:: Assignment ::
Transcribe each record exactly, but omit pictures.

Collected data:
-.-.-
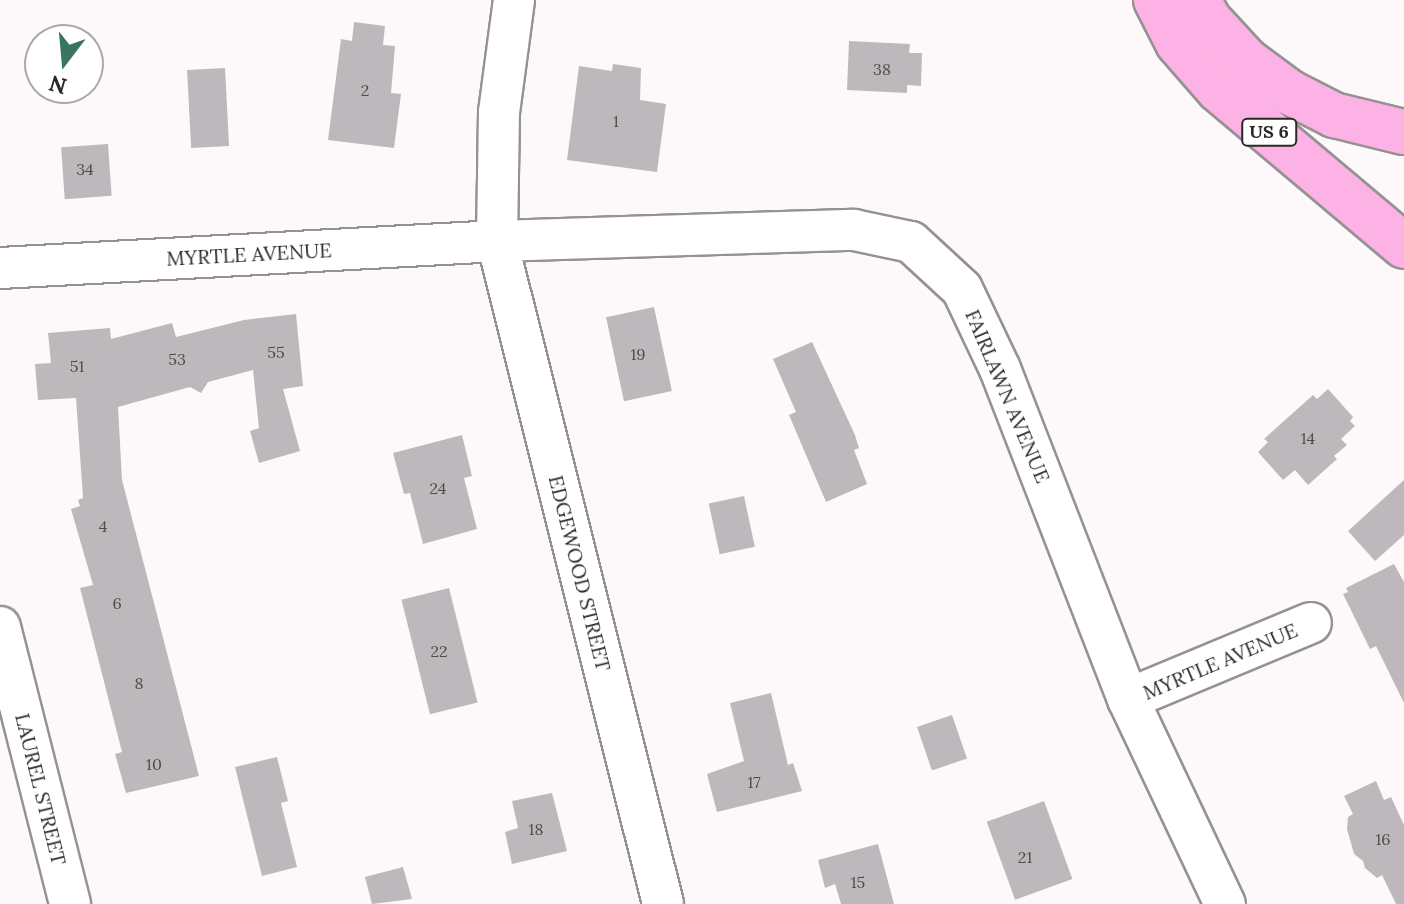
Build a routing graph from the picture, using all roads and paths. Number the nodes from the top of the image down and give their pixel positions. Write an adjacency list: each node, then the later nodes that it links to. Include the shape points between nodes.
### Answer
1 (514, 0): 5 (street, EDGEWOOD STREET, via 499,112)
2 (1156, 0): 6 (highway, US 6, via 1178,43 1219,90)
3 (1198, 0): 4 (highway, via 1247,61 1289,92 1334,115)
4 (1404, 132)
5 (497, 241): 7 (street, MYRTLE AVENUE); 10 (street, FAIRLAWN AVENUE, via 854,230 911,242 962,289 1000,369); 12 (street, EDGEWOOD STREET)
6 (1404, 246)
7 (0, 268)
8 (1311, 623): 10 (street, MYRTLE AVENUE)
9 (0, 627): 11 (street, LAUREL STREET)
10 (1128, 699): 13 (street, FAIRLAWN AVENUE)
11 (70, 904)
12 (663, 904)
13 (1225, 904)

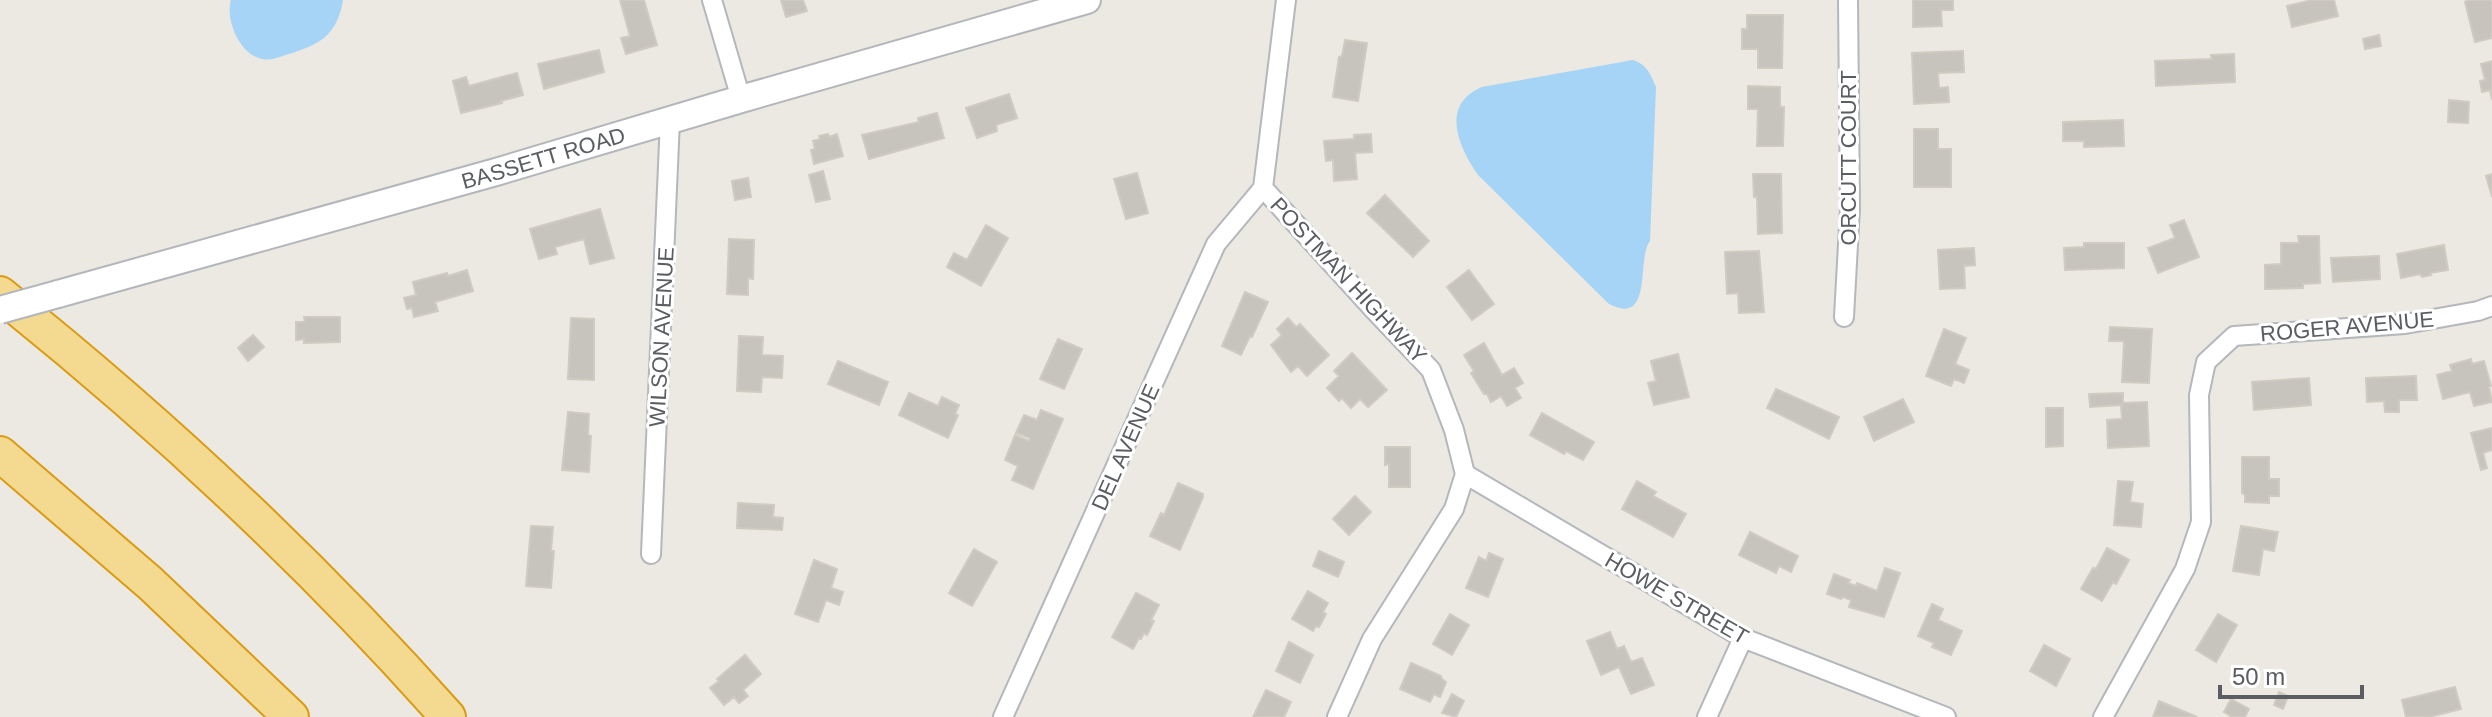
-.-.-
:: Answer below ::
Build a routing graph from the picture, using all roads and paths. Number the nodes from the top of the image down and give their pixel positions. Write an adjacency list: each node, then the later nodes that it links to. Include the shape points between nodes.
### Answer
1 (514, 0): 5 (street, EDGEWOOD STREET, via 499,112)
2 (1156, 0): 6 (highway, US 6, via 1178,43 1219,90)
3 (1198, 0): 4 (highway, via 1247,61 1289,92 1334,115)
4 (1404, 132)
5 (497, 241): 7 (street, MYRTLE AVENUE); 10 (street, FAIRLAWN AVENUE, via 854,230 911,242 962,289 1000,369); 12 (street, EDGEWOOD STREET)
6 (1404, 246)
7 (0, 268)
8 (1311, 623): 10 (street, MYRTLE AVENUE)
9 (0, 627): 11 (street, LAUREL STREET)
10 (1128, 699): 13 (street, FAIRLAWN AVENUE)
11 (70, 904)
12 (663, 904)
13 (1225, 904)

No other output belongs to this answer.